= Work request =
The answer must consist of every line in the data that contains "خیابان".

┌─ Supplied data

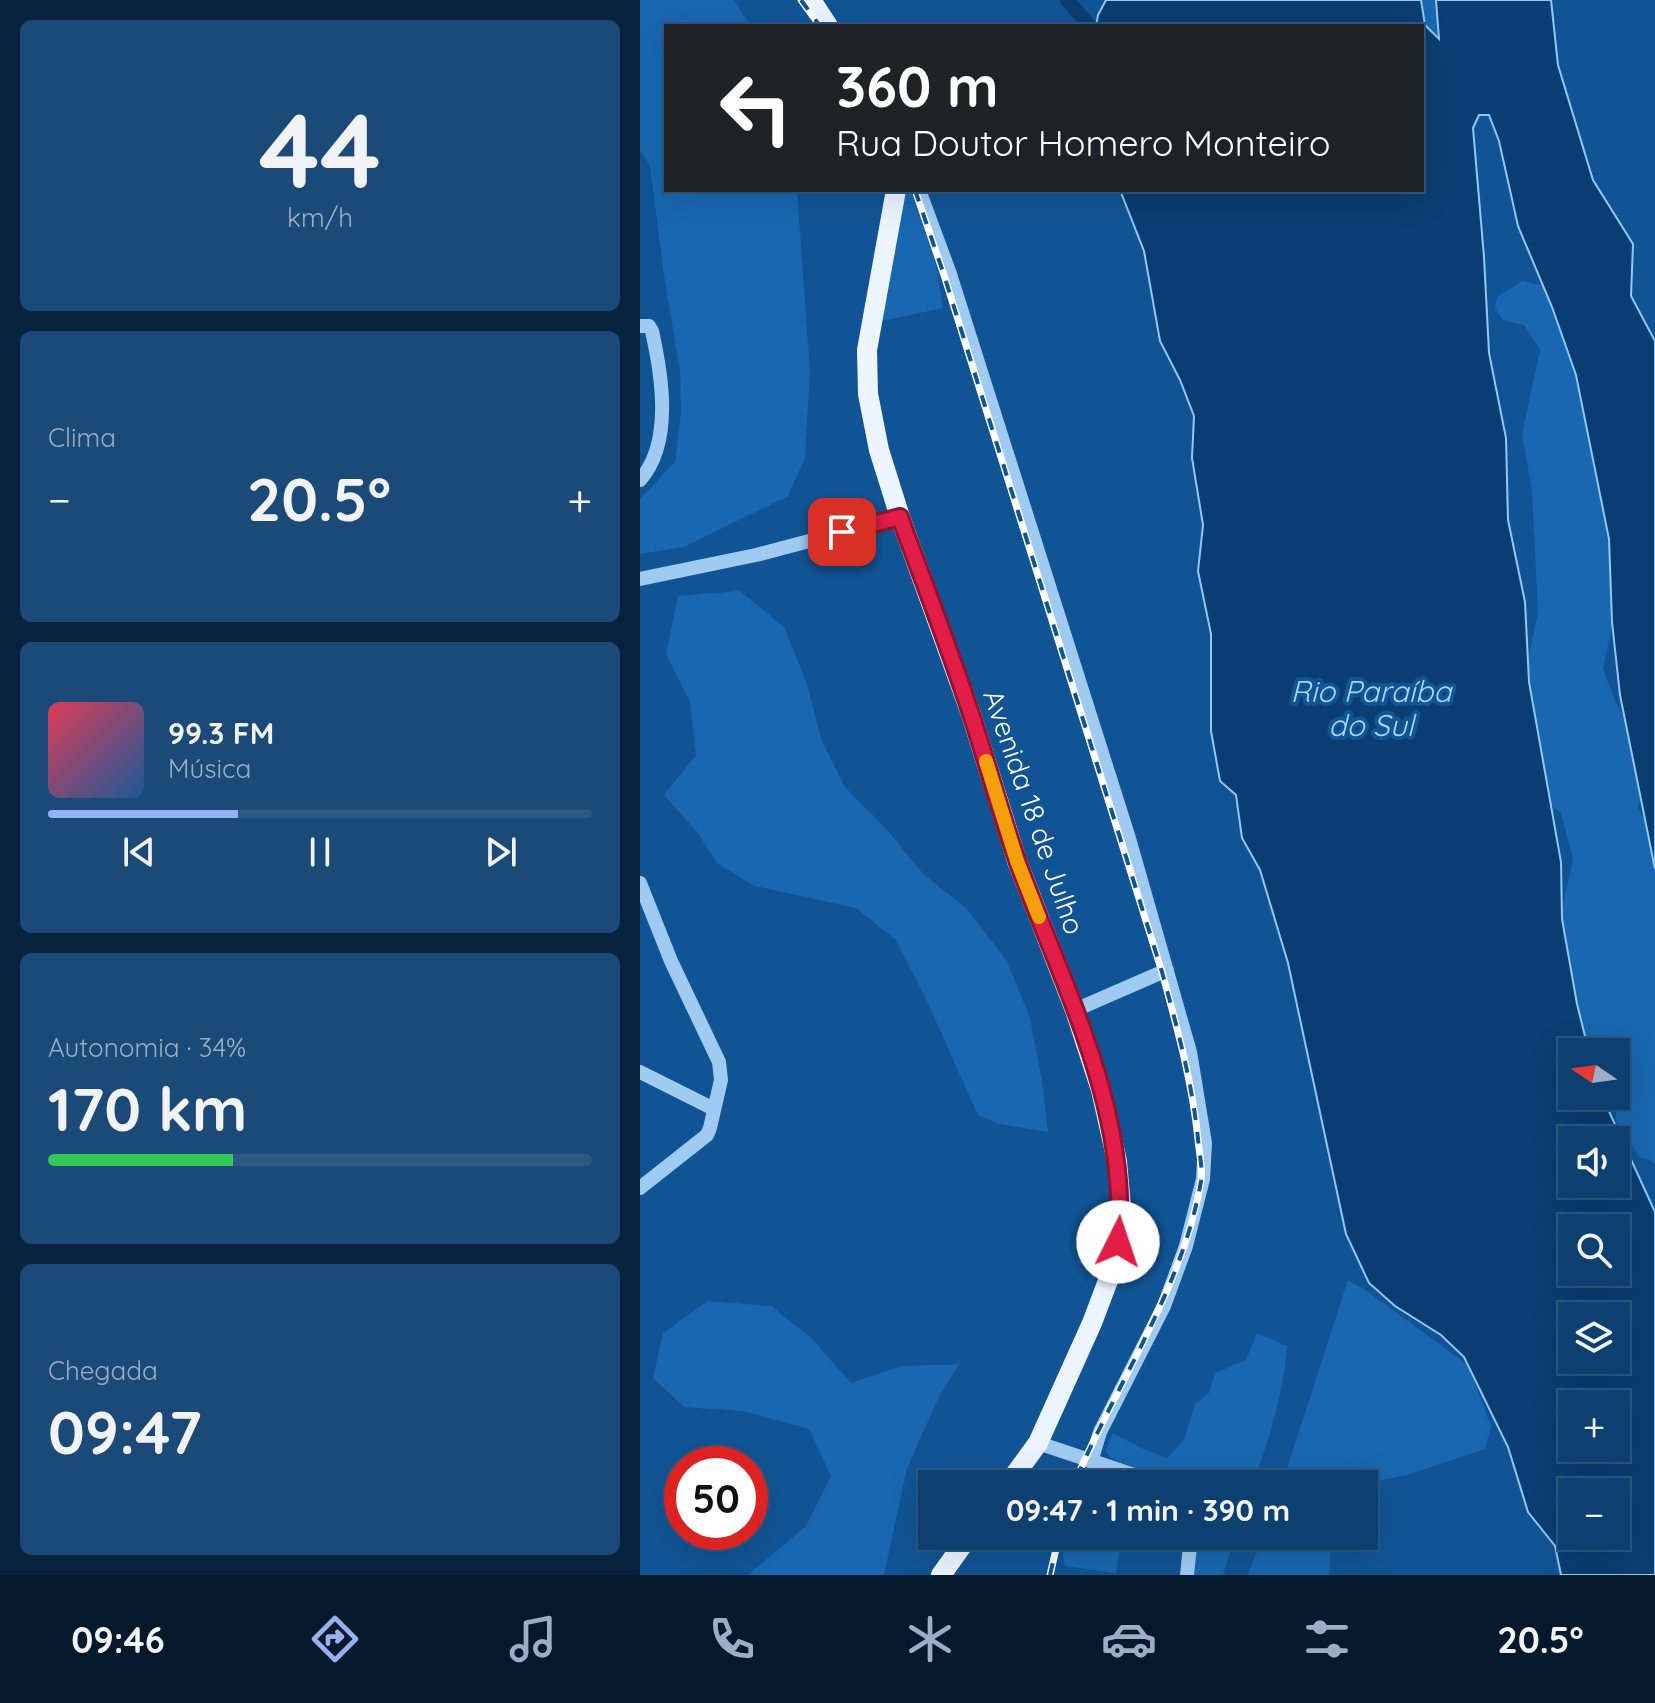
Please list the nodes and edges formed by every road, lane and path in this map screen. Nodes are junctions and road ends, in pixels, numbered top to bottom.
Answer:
1 (811, 0) edge
2 (827, 24) edge
3 (896, 192) edge
4 (920, 192) edge
5 (640, 326) edge
6 (640, 480) edge
7 (900, 517) junction
8 (640, 579) edge
9 (640, 883) edge
10 (1167, 970) junction
11 (1075, 1010) junction
12 (640, 1072) edge
13 (714, 1109) junction
14 (640, 1188) edge
15 (1038, 1443) junction
16 (1091, 1462) junction
17 (1018, 1470) edge
18 (1116, 1470) edge
19 (959, 1550) edge
20 (1190, 1550) edge
21 (941, 1575) edge
22 (1187, 1575) edge

1 - 2 main road
3 - 7 main road, Avenida 18 de Julho
4 - 10 street
5 - 6 street
7 - 8 street
7 - 11 main road, Avenida 18 de Julho
9 - 13 street
10 - 11 street
10 - 16 street
11 - 15 main road, Avenida 18 de Julho
12 - 13 street
13 - 14 street
15 - 16 street
15 - 17 main road, Avenida 18 de Julho
16 - 18 street
19 - 21 main road
20 - 22 street

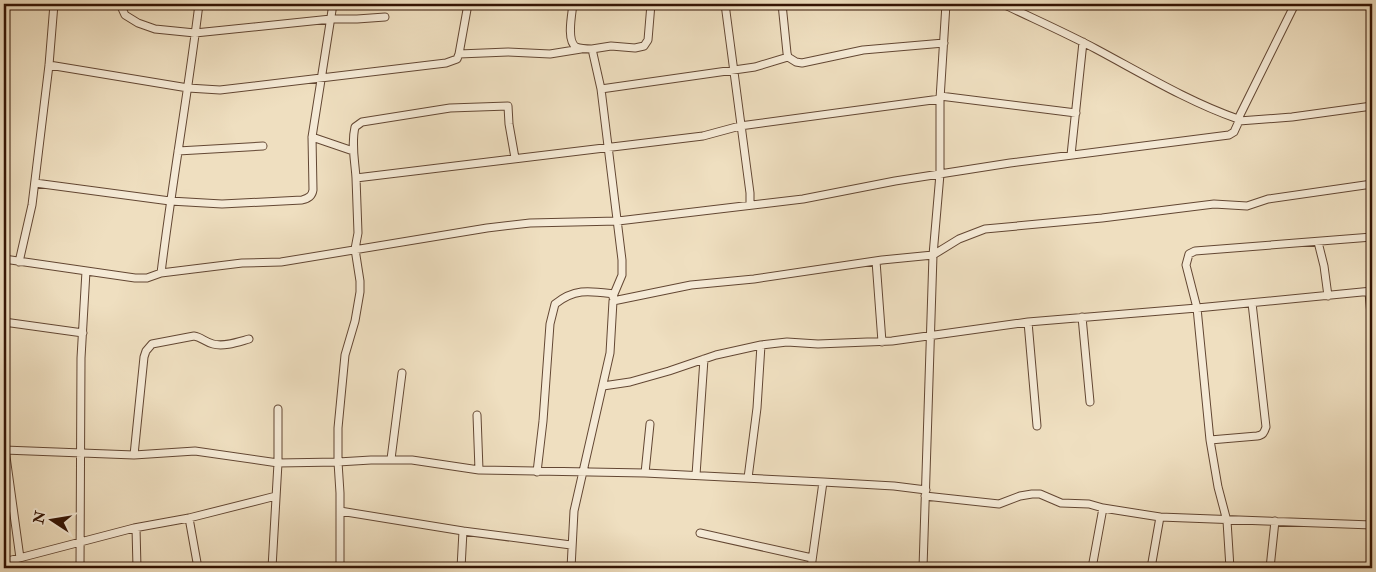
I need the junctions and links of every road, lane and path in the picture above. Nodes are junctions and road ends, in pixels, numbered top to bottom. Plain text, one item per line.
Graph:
1 (54, 4) edge
2 (120, 4) edge
3 (199, 4) edge
4 (333, 4) edge
5 (468, 4) edge
6 (573, 4) edge
7 (651, 4) edge
8 (725, 4) edge
9 (782, 4) edge
10 (946, 4) edge
11 (1003, 4) edge
12 (1295, 4) edge
13 (385, 16) dead end
14 (331, 18) junction
15 (195, 33) junction
16 (1083, 42) junction
17 (944, 43) junction
18 (583, 48) junction
19 (592, 49) junction
20 (459, 54) junction
21 (788, 57) junction
22 (49, 65) junction
23 (733, 70) junction
24 (320, 78) junction
25 (188, 88) junction
26 (602, 89) junction
27 (940, 97) junction
28 (1372, 106) edge
29 (1076, 113) junction
30 (1238, 120) junction
31 (740, 126) junction
32 (312, 137) junction
33 (263, 146) dead end
34 (609, 147) junction
35 (178, 151) junction
36 (353, 151) junction
37 (1071, 155) junction
38 (516, 158) junction
39 (940, 174) junction
40 (356, 178) junction
41 (35, 183) junction
42 (1372, 184) edge
43 (170, 200) junction
44 (750, 205) junction
45 (618, 221) junction
46 (1372, 237) edge
47 (1318, 242) junction
48 (355, 250) junction
49 (933, 255) junction
50 (4, 260) edge
51 (876, 261) junction
52 (19, 262) junction
53 (86, 270) junction
54 (161, 273) junction
55 (1371, 292) edge
56 (1328, 296) junction
57 (613, 298) junction
58 (1252, 303) junction
59 (1197, 308) junction
60 (1082, 317) junction
61 (4, 322) edge
62 (1028, 322) junction
63 (1372, 327) edge
64 (83, 333) junction
65 (931, 335) junction
66 (250, 339) dead end
67 (882, 342) junction
68 (761, 345) junction
69 (704, 359) junction
70 (402, 372) dead end
71 (603, 386) junction
72 (1090, 402) dead end
73 (278, 409) dead end
74 (477, 415) dead end
75 (650, 424) dead end
76 (1037, 426) dead end
77 (1210, 440) junction
78 (4, 442) edge
79 (4, 450) edge
80 (80, 454) junction
81 (134, 455) junction
82 (391, 459) junction
83 (338, 462) junction
84 (278, 463) junction
85 (479, 470) junction
86 (536, 472) junction
87 (582, 473) junction
88 (645, 473) junction
89 (696, 475) junction
90 (748, 478) junction
91 (823, 482) junction
92 (925, 493) junction
93 (276, 496) junction
94 (1103, 508) junction
95 (340, 511) junction
96 (1160, 517) junction
97 (189, 518) junction
98 (1227, 521) junction
99 (1274, 521) junction
100 (1372, 525) edge
101 (136, 528) junction
102 (463, 531) junction
103 (700, 533) dead end
104 (80, 542) junction
105 (572, 545) junction
106 (20, 558) junction
107 (812, 558) junction
108 (4, 562) edge
109 (80, 568) edge
110 (137, 568) edge
111 (198, 568) edge
112 (272, 568) edge
113 (340, 568) edge
114 (461, 568) edge
115 (572, 568) edge
116 (811, 568) edge
117 (922, 568) edge
118 (1092, 568) edge
119 (1151, 568) edge
120 (1230, 568) edge
121 (1270, 568) edge

1 - 22 street
2 - 15 street
3 - 15 street
4 - 14 street
5 - 20 street
6 - 18 street
7 - 19 street
8 - 23 street
9 - 21 street
10 - 17 street
11 - 16 street
12 - 30 street
13 - 14 street
14 - 15 street
14 - 24 street
15 - 25 street
16 - 29 street
16 - 30 street
17 - 21 street
17 - 27 street
18 - 19 street
18 - 20 street
19 - 26 street
20 - 24 street
21 - 23 street
22 - 25 street
22 - 41 street
23 - 26 street
23 - 31 street
24 - 25 street
24 - 32 street
25 - 35 street
26 - 34 street
27 - 29 street
27 - 31 street
27 - 39 street
28 - 30 street
29 - 37 street
30 - 37 street
31 - 34 street
31 - 44 street
32 - 36 street
32 - 43 street
33 - 35 street
34 - 38 street
34 - 45 street
35 - 43 street
36 - 38 street
36 - 40 street
37 - 39 street
38 - 40 street
39 - 44 street
39 - 49 street
40 - 48 street
41 - 43 street
41 - 52 street
42 - 49 street
43 - 54 street
44 - 45 street
45 - 48 street
45 - 57 street
46 - 47 street
47 - 56 street
47 - 59 street
48 - 54 street
48 - 83 street
49 - 51 street
49 - 65 street
50 - 52 street
51 - 57 street
51 - 67 street
52 - 53 street
53 - 54 street
53 - 64 street
55 - 56 street
55 - 63 street
56 - 58 street
57 - 71 street
57 - 86 street
58 - 59 street
58 - 77 street
59 - 60 street
59 - 77 street
60 - 62 street
60 - 72 street
61 - 64 street
62 - 65 street
62 - 76 street
64 - 80 street
65 - 67 street
65 - 92 street
66 - 81 street
67 - 68 street
68 - 69 street
68 - 90 street
69 - 71 street
69 - 89 street
70 - 82 street
71 - 87 street
73 - 84 street
74 - 85 street
75 - 88 street
77 - 98 street
78 - 79 street
79 - 80 street
79 - 106 street
80 - 81 street
80 - 104 street
81 - 84 street
82 - 83 street
82 - 85 street
83 - 84 street
83 - 95 street
84 - 93 street
85 - 86 street
86 - 87 street
87 - 88 street
87 - 105 street
88 - 89 street
89 - 90 street
90 - 91 street
91 - 92 street
91 - 107 street
92 - 94 street
92 - 117 street
93 - 97 street
93 - 112 street
94 - 96 street
94 - 118 street
95 - 102 street
95 - 113 street
96 - 98 street
96 - 119 street
97 - 101 street
97 - 111 street
98 - 99 street
98 - 120 street
99 - 100 street
99 - 121 street
101 - 104 street
101 - 110 street
102 - 105 street
102 - 114 street
103 - 107 street
104 - 106 street
104 - 109 street
105 - 115 street
106 - 108 street
107 - 116 street

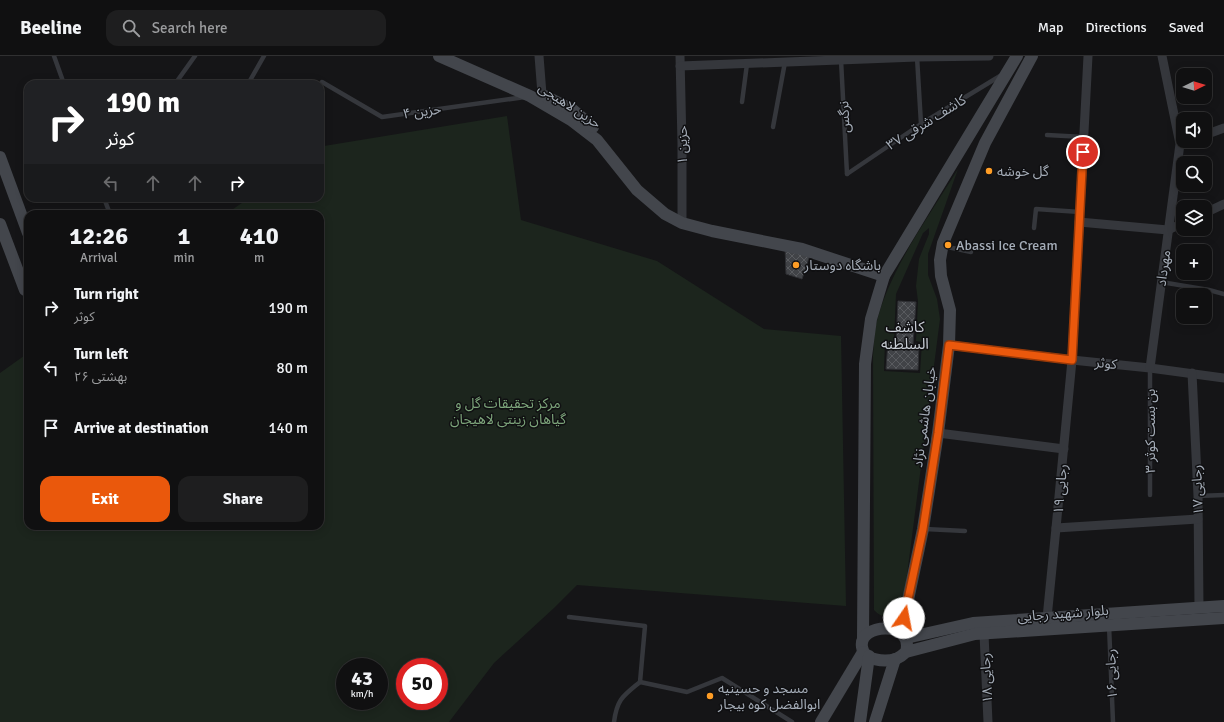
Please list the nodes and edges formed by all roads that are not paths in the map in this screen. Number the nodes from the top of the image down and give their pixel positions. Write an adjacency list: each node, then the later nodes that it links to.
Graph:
1 (54, 56): 21 (lane)
2 (195, 56): 22 (lane)
3 (264, 56): 23 (lane)
4 (439, 56): 25 (main road, حزین لاهیجی)
5 (457, 56): 25 (main road, حزین لاهیجی)
6 (539, 56): 25 (street)
7 (680, 56): 19 (street, حزین ۱)
8 (989, 56): 15 (street)
9 (1017, 56): 20 (main road)
10 (1027, 56): 11 (street)
11 (1032, 56): 47 (main road, خیابان هاشمی نژاد)
12 (1088, 56): 33 (street, رجایی ۱۹)
13 (1162, 56): 27 (street, مهرداد)
14 (889, 57): 15 (street); 17 (street)
15 (917, 57): 28 (lane)
16 (784, 59): 17 (street); 18 (street); 29 (lane)
17 (841, 60): 36 (lane, نرگس)
18 (748, 64): 19 (street); 26 (lane)
19 (680, 66): 42 (street, حزین ۱)
20 (1007, 72): 28 (lane, کاشف شرقی ۳۷); 49 (main road)
21 (63, 80)
22 (178, 80)
23 (250, 80)
24 (324, 83): 25 (lane, حزین ۴)
25 (536, 95): 42 (main road, حزین لاهیجی)
26 (742, 102)
27 (1176, 112)
28 (921, 124): 36 (lane, کاشف شرقی ۳۷)
29 (773, 127)
30 (1224, 128): 31 (street)
31 (1212, 132)
32 (1047, 136): 33 (lane)
33 (1084, 137): 39 (street, رجایی ۱۹)
34 (1183, 148): 46 (street, مهرداد)
35 (0, 157): 40 (main road)
36 (847, 174)
37 (1224, 204): 38 (street)
38 (1212, 210)
39 (1080, 212): 41 (street, رجایی ۱۹); 45 (lane)
40 (24, 222)
41 (1079, 222): 46 (street); 54 (street, رجایی ۱۹)
42 (682, 223): 49 (main road, حزین لاهیجی)
43 (0, 224): 51 (main road)
44 (1176, 226): 46 (street)
45 (1034, 228)
46 (1168, 230): 50 (street, مهرداد)
47 (943, 246): 48 (lane); 53 (main road, خیابان هاشمی نژاد)
48 (971, 252)
49 (884, 276): 76 (main road)
50 (1161, 282): 52 (lane); 55 (street, مهرداد)
51 (24, 287)
52 (1224, 294)
53 (949, 345): 54 (street, کوثر); 58 (main road, خیابان هاشمی نژاد)
54 (1072, 360): 55 (street, کوثر); 59 (street, رجایی ۱۹)
55 (1150, 368): 56 (street, کوثر); 60 (lane, بن بست کوثر ۳)
56 (1192, 373): 57 (street, کوثر); 62 (street, رجایی ۱۷)
57 (1224, 378)
58 (938, 433): 59 (street); 65 (main road, خیابان هاشمی نژاد)
59 (1064, 449): 64 (street, رجایی ۱۹)
60 (1150, 495)
61 (1224, 495): 62 (lane)
62 (1198, 496): 63 (street, رجایی ۱۷)
63 (1198, 519): 64 (street); 68 (street, رجایی ۱۷)
64 (1056, 528): 70 (street, رجایی ۱۹)
65 (923, 529): 66 (lane); 75 (main road, خیابان هاشمی نژاد)
66 (966, 531)
67 (1224, 606): 68 (main road, بلوار شهید رجایی)
68 (1199, 608): 70 (main road, بلوار شهید رجایی)
69 (569, 617): 81 (lane)
70 (1047, 618): 73 (main road, بلوار شهید رجایی)
71 (1224, 618): 72 (main road, بلوار شهید رجایی)
72 (1109, 625): 74 (main road, بلوار شهید رجایی); 88 (lane, رجایی ۱۶)
73 (939, 630): 75 (main road, بلوار شهید رجایی); 77 (main road)
74 (984, 634): 77 (main road, بلوار شهید رجایی); 87 (street, رجایی ۱۸)
75 (904, 635): 76 (main road); 78 (main road)
76 (863, 638): 79 (main road)
77 (945, 642): 78 (main road, بلوار شهید رجایی)
78 (906, 652): 80 (main road)
79 (866, 654): 80 (main road); 84 (main road); 85 (main road)
80 (895, 659): 86 (main road)
81 (640, 682): 82 (lane); 83 (lane)
82 (614, 722)
83 (792, 722)
84 (821, 722)
85 (860, 722)
86 (875, 722)
87 (988, 722)
88 (1113, 722)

└─

= Exercise answer =
11 (1032, 56): 47 (main road, خیابان هاشمی نژاد)
47 (943, 246): 48 (lane); 53 (main road, خیابان هاشمی نژاد)
53 (949, 345): 54 (street, کوثر); 58 (main road, خیابان هاشمی نژاد)
58 (938, 433): 59 (street); 65 (main road, خیابان هاشمی نژاد)
65 (923, 529): 66 (lane); 75 (main road, خیابان هاشمی نژاد)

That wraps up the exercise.